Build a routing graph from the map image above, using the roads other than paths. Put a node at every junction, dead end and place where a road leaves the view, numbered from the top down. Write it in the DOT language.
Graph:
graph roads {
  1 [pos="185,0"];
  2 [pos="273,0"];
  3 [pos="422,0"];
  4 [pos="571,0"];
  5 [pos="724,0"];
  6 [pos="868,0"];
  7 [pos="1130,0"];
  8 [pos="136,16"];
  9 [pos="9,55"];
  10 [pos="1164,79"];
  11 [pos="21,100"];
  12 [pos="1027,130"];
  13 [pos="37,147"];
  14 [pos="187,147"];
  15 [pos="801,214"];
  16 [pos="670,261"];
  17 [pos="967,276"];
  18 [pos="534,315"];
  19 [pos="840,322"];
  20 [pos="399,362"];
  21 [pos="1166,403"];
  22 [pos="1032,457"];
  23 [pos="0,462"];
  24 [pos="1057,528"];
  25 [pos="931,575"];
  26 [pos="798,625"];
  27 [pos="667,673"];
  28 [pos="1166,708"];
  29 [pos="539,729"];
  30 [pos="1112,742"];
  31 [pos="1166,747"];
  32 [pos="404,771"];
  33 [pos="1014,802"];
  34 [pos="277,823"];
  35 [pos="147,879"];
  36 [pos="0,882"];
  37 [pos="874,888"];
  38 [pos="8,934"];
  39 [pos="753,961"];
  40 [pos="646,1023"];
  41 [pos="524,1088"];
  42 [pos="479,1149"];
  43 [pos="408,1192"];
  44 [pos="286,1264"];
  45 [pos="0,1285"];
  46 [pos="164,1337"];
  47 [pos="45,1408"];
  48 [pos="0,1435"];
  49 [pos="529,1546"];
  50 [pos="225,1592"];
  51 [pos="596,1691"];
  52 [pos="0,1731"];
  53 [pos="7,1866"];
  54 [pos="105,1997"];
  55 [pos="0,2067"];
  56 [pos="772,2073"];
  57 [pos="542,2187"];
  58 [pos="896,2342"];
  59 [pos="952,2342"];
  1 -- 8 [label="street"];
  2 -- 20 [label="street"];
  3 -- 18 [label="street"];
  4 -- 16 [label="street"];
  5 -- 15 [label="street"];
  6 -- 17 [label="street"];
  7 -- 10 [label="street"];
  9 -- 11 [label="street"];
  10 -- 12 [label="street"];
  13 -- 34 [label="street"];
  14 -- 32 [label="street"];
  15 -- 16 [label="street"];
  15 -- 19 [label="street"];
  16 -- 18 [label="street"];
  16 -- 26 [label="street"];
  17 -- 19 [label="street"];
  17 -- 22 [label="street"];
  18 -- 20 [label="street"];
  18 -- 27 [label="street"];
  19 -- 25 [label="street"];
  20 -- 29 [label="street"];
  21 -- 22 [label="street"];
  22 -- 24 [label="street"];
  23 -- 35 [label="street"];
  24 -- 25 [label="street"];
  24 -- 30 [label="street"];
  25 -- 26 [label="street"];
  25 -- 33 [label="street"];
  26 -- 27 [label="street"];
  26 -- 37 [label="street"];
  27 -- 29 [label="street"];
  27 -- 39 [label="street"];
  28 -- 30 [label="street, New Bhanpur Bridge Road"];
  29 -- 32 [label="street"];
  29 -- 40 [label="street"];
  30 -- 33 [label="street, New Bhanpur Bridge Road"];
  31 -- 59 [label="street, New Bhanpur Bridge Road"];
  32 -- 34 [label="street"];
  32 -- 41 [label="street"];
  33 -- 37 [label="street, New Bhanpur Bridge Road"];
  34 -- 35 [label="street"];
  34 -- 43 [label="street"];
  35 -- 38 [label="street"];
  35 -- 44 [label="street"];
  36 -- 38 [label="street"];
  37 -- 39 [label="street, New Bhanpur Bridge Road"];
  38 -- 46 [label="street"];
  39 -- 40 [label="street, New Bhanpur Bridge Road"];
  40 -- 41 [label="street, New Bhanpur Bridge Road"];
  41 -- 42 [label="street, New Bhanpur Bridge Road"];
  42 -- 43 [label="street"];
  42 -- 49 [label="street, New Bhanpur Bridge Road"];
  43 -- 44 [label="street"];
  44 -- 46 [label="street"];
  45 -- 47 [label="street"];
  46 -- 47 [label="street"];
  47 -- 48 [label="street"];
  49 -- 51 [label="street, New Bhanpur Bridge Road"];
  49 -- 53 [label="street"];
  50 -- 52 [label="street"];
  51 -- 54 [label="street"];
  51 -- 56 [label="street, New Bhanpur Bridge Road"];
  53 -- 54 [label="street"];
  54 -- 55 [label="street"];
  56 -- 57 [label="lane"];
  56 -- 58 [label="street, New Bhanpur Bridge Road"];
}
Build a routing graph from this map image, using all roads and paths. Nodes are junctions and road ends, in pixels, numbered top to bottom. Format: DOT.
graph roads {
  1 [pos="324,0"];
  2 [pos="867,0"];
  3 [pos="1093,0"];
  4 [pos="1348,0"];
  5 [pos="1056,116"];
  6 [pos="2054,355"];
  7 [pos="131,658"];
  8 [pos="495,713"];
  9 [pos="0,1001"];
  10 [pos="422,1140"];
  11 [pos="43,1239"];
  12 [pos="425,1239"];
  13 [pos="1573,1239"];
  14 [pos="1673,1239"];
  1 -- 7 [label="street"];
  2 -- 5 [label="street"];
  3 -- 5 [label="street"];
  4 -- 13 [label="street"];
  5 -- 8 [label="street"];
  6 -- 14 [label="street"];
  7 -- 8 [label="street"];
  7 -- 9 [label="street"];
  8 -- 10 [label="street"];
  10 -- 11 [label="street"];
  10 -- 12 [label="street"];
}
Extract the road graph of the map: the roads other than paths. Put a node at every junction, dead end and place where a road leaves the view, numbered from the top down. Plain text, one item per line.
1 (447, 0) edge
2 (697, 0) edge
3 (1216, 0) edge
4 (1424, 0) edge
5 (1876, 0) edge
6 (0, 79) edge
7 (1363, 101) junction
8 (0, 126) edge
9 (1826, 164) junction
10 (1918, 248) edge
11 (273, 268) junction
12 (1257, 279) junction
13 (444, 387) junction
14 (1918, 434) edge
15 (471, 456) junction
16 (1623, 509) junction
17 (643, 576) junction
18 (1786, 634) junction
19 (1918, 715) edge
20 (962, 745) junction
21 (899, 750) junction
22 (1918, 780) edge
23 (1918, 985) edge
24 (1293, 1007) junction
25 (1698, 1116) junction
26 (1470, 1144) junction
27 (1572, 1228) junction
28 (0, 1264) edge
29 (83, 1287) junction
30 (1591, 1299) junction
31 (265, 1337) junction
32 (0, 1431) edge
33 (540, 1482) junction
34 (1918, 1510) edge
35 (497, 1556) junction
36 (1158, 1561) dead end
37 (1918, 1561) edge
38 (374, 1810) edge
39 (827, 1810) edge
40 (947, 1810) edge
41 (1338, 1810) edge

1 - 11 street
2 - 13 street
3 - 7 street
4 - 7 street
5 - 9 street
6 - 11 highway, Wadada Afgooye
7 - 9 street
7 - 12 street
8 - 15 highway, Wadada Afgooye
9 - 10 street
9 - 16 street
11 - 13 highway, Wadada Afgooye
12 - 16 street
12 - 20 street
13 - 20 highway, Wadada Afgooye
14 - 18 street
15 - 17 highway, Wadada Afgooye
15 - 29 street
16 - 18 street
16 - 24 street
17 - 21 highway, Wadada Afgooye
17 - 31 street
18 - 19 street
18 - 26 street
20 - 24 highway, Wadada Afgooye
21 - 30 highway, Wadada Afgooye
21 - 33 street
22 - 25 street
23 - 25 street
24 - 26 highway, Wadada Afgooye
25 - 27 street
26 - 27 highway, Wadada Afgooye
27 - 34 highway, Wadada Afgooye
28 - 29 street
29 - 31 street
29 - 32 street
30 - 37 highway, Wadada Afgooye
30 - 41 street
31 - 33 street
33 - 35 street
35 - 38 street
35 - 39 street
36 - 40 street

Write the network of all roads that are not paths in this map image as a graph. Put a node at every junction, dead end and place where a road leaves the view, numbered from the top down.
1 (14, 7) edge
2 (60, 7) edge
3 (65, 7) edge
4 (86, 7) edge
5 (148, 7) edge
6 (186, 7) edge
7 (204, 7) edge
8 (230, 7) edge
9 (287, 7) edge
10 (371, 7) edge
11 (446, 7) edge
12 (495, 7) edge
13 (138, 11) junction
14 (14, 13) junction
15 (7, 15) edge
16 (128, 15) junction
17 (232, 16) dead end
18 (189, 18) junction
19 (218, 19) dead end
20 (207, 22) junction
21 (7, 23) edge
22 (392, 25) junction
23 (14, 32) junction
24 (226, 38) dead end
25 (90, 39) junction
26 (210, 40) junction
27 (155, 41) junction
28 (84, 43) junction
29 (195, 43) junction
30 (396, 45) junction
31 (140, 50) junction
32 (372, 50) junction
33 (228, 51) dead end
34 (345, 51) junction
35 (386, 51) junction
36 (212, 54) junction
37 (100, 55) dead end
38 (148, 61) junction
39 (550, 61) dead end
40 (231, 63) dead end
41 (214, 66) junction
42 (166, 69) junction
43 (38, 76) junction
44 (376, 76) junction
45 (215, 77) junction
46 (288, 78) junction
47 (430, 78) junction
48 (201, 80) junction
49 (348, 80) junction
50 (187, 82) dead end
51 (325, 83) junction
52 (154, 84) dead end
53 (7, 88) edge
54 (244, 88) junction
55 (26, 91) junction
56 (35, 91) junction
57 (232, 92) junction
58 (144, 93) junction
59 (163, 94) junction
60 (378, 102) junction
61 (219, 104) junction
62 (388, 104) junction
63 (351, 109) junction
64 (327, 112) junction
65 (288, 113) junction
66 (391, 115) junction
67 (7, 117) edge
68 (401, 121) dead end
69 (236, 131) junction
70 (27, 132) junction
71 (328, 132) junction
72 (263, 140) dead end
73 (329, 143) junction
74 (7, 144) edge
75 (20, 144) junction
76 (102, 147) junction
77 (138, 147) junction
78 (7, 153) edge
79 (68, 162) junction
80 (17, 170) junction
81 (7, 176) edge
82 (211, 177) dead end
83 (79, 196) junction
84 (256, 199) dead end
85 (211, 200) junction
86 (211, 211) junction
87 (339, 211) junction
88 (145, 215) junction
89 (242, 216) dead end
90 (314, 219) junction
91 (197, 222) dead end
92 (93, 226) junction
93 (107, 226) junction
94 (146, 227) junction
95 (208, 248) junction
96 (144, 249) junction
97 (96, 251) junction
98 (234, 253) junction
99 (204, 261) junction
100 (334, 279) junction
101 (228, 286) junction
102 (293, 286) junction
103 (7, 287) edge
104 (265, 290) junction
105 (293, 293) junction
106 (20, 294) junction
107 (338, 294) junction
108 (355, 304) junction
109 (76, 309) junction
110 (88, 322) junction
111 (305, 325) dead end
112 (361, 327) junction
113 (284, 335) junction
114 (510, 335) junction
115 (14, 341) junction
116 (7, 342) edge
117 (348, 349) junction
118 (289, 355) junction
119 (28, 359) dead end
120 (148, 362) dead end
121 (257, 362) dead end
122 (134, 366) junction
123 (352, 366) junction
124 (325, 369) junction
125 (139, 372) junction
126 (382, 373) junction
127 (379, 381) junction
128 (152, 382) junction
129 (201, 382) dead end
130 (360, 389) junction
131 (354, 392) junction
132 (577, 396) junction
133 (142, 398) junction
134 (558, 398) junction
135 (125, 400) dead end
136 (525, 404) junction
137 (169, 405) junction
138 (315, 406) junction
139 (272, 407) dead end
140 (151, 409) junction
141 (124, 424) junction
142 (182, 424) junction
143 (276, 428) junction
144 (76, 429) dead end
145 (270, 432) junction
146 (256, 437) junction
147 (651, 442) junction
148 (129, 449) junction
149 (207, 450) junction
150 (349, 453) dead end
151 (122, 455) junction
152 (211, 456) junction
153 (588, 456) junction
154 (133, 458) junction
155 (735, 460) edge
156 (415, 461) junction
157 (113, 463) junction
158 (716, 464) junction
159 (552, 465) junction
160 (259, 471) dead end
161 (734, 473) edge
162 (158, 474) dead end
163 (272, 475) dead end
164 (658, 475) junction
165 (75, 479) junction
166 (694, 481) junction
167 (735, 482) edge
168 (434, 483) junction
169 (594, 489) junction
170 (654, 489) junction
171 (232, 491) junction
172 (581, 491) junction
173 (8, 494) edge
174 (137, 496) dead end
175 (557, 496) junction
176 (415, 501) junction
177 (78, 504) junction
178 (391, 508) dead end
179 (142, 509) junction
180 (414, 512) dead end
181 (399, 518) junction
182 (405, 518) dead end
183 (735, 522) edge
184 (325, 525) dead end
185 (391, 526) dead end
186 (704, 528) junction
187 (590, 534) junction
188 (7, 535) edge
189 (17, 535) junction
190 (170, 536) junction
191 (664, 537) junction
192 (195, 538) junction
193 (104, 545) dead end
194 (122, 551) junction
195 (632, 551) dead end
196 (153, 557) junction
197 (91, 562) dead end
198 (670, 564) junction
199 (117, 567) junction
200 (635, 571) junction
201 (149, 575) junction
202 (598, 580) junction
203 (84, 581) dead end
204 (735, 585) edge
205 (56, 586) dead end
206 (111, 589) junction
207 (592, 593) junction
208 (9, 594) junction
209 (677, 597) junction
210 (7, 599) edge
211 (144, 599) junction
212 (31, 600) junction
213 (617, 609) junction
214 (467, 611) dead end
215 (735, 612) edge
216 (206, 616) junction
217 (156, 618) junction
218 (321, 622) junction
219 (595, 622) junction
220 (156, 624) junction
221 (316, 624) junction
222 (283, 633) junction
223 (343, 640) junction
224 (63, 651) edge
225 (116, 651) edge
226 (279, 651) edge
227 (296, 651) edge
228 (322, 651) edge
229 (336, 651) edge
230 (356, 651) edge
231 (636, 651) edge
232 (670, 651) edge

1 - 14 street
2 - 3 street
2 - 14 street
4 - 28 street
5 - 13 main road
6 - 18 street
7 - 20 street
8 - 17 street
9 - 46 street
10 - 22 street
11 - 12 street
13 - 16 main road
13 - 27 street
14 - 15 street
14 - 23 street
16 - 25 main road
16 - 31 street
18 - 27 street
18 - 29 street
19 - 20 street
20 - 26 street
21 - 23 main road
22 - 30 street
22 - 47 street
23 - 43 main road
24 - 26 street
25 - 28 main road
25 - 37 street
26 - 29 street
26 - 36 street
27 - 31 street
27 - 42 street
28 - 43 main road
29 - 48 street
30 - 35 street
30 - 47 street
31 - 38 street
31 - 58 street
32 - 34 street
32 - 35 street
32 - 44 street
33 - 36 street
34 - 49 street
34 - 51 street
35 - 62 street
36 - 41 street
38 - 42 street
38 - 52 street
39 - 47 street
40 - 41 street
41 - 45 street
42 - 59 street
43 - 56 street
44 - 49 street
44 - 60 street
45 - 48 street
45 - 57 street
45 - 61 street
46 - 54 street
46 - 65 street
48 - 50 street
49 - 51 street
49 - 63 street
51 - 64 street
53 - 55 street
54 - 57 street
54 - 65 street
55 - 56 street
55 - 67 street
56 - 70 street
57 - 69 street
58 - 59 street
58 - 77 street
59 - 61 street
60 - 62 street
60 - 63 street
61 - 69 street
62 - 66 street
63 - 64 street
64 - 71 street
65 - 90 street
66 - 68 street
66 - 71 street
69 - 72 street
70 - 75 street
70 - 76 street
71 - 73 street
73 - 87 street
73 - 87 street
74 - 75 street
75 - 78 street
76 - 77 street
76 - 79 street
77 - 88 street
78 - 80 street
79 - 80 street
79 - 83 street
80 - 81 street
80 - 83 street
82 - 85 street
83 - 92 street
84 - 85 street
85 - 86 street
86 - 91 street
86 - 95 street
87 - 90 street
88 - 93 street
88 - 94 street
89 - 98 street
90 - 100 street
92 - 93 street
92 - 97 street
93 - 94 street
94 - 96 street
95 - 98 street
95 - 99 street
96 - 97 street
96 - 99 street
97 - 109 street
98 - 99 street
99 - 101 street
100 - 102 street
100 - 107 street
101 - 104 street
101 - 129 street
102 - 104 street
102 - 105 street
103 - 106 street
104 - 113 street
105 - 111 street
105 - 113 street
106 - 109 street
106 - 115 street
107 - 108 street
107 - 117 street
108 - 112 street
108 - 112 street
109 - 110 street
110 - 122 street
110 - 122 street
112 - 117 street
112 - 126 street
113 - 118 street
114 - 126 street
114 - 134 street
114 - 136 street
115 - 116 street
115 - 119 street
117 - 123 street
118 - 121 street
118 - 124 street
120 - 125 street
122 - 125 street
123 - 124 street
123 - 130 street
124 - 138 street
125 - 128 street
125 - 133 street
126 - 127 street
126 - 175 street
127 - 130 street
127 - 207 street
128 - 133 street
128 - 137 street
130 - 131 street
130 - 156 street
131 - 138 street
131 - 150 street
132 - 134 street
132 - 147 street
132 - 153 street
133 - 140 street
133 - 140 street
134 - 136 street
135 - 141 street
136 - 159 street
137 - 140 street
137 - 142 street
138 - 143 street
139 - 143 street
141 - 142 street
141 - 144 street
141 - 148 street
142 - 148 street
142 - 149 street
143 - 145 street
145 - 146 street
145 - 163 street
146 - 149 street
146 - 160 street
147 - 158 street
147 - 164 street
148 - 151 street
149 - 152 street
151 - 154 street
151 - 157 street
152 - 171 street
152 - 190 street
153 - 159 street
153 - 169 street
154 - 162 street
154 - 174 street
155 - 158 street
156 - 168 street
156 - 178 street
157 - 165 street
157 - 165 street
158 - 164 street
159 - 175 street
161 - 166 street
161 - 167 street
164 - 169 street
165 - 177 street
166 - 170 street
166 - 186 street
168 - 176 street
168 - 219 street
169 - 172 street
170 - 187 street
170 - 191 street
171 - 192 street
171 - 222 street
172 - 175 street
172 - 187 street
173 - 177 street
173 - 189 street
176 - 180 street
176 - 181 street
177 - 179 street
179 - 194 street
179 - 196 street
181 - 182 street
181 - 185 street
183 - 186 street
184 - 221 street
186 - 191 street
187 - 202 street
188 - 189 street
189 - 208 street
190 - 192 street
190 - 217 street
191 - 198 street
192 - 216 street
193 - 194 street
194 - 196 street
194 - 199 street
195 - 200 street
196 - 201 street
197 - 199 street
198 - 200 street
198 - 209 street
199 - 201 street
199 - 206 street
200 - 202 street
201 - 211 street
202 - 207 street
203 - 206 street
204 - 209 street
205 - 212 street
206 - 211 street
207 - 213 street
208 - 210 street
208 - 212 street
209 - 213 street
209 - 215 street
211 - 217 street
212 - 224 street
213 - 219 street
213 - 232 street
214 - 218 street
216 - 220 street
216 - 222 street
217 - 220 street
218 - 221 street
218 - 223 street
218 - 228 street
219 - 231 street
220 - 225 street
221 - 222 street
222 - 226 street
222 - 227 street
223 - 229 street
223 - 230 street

⁂

Each line above where the word "every" occurs should be copied out.

Response:
Build a routing graph from the map image above, using the roads other than paths. Put a node at every junction, dead end and place where a road leaves the view, numbered from the top down. Write it in the DOT language.
Extract the road graph of the map: the roads other than paths. Put a node at every junction, dead end and place where a road leaves the view, numbered from the top down. Plain text, one item per line.
Write the network of all roads that are not paths in this map image as a graph. Put a node at every junction, dead end and place where a road leaves the view, numbered from the top down.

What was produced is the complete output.